Standardmäßig löst Nmap IP-Adressen auf, indem es Anfragen direkt an die auf Ihrem Host konfigurierten Nameserver schickt und dann auf Antworten wartet. Um die Performance zu erhöhen, werden viele Anfragen (oftmals Dutzende) parallel ausgeführt. Wenn Sie diese Option angeben, verwenden Sie stattdessen die Auflösungsmethode Ihres Systems (zu jedem Zeitpunkt nur eine IP mit dem Aufruf getnameinfo call). Das ist langsam und selten nützlich, es sei denn, Sie finden einen Fehler bei der parallelen Auflösung in Nmap (bitte teilen Sie uns das mit). Bei IPv6-Scans wird immer die Auflösungsmethode des Systems verwendet.

--dns-servers <server1>[,<server2>[,...]] (Server, die für Reverse-DNS-Anfragen benutzt werden)

Standardmäßig bestimmt Nmap Ihre DNS-Server (für die rDNS-Auflösung) aus Ihrer Datei resolv.conf (Unix) oder der Registry (Win32). Mit dieser Option können Sie alternative Server dazu angeben. Diese Option bleibt unbeachtet, falls Sie --system-dns oder einen IPv6-Scan benutzen. Oft ist es schneller, mehrere DNS-Server zu benutzen, besonders dann, wenn Sie für Ihren Ziel-IP-Raum maßgebende Server benutzen. Diese Option kann auch die Heimlichkeit erhöhen, da Ihre Anfragen von fast jedem rekursiven DNS-Server im Internet abprallen können.

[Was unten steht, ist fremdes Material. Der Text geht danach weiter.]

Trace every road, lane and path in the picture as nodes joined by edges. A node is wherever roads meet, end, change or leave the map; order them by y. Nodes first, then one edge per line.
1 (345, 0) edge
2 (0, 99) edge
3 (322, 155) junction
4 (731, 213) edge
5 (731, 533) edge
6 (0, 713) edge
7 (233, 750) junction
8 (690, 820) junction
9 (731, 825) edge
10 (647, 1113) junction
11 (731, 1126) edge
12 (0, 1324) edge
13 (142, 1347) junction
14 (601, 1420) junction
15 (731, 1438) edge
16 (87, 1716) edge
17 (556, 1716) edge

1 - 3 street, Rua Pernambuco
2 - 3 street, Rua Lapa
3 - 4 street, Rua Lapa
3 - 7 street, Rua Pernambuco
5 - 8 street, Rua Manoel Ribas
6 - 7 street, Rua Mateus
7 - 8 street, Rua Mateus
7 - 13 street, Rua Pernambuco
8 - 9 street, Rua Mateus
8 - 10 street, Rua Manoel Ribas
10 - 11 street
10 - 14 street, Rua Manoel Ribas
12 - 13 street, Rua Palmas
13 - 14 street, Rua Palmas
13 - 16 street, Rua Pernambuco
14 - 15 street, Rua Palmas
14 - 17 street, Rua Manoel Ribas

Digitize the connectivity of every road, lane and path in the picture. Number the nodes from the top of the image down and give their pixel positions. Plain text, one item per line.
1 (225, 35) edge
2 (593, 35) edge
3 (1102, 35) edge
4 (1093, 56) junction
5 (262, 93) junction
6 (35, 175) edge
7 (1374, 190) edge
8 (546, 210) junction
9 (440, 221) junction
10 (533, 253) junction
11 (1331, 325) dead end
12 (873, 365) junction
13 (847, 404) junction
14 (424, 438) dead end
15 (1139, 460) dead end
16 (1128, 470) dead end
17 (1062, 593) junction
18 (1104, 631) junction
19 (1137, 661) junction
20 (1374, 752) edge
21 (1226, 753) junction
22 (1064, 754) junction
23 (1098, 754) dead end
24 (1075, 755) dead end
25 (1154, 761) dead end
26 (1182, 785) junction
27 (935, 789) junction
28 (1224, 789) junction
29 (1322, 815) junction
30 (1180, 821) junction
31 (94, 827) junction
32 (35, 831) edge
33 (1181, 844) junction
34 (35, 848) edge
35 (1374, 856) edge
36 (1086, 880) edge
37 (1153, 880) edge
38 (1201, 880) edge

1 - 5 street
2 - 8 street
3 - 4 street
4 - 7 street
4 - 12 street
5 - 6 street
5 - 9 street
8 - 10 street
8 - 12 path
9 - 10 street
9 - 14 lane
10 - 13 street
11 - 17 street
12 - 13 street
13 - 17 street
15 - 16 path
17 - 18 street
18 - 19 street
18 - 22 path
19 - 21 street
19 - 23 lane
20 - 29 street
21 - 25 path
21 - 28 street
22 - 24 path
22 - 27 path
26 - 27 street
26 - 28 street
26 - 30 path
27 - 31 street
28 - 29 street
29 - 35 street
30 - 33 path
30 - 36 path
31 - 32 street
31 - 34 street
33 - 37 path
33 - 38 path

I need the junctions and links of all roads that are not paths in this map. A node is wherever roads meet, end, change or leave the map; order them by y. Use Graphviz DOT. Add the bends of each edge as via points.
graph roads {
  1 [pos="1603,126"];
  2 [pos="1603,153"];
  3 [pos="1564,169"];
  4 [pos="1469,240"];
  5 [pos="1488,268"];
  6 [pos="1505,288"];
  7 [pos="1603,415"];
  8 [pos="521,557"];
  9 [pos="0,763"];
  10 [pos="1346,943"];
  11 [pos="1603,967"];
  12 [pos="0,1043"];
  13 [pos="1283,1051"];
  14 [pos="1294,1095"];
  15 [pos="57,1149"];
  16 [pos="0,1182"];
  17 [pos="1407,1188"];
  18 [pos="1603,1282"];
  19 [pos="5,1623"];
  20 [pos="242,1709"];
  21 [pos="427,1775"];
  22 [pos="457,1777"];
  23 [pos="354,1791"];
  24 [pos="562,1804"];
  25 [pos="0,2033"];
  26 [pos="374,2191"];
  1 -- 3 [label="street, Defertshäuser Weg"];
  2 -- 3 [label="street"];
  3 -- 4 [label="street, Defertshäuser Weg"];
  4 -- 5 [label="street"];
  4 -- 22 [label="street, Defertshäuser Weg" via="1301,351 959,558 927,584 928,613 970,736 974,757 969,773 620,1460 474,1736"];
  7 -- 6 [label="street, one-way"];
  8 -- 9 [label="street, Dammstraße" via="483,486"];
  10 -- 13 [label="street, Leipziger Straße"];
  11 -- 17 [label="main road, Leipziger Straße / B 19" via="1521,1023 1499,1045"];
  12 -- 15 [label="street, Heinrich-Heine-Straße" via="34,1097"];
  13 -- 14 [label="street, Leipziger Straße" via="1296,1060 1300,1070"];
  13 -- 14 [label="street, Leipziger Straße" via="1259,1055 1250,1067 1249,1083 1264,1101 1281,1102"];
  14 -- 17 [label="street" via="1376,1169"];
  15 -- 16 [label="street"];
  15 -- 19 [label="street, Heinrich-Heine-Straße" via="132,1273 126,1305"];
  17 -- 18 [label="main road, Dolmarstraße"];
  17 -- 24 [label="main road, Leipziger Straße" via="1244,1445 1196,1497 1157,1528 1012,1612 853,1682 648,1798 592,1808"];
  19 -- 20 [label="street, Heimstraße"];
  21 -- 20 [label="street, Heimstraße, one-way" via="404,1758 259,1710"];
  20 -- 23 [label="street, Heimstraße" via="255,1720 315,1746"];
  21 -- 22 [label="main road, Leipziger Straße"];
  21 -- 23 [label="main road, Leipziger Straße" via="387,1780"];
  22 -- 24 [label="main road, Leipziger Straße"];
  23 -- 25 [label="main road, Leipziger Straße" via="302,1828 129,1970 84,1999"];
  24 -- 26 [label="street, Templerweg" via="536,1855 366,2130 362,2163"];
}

Diese Option ist auch beim Scannen privater Netzwerke praktisch. Manchmal bieten nur einige wenige Nameserver saubere rDNS-Information, und Sie wissen vielleicht nicht einmal, wo sie sind. Sie können das Netzwerk auf Port 53 scannen (vielleicht mit Versionserkennung), dann Nmap-List-Scans versuchen (-sL) und dabei mit der Option --dns-servers immer nur einen Nameserver angeben, bis Sie einen finden, der funktioniert.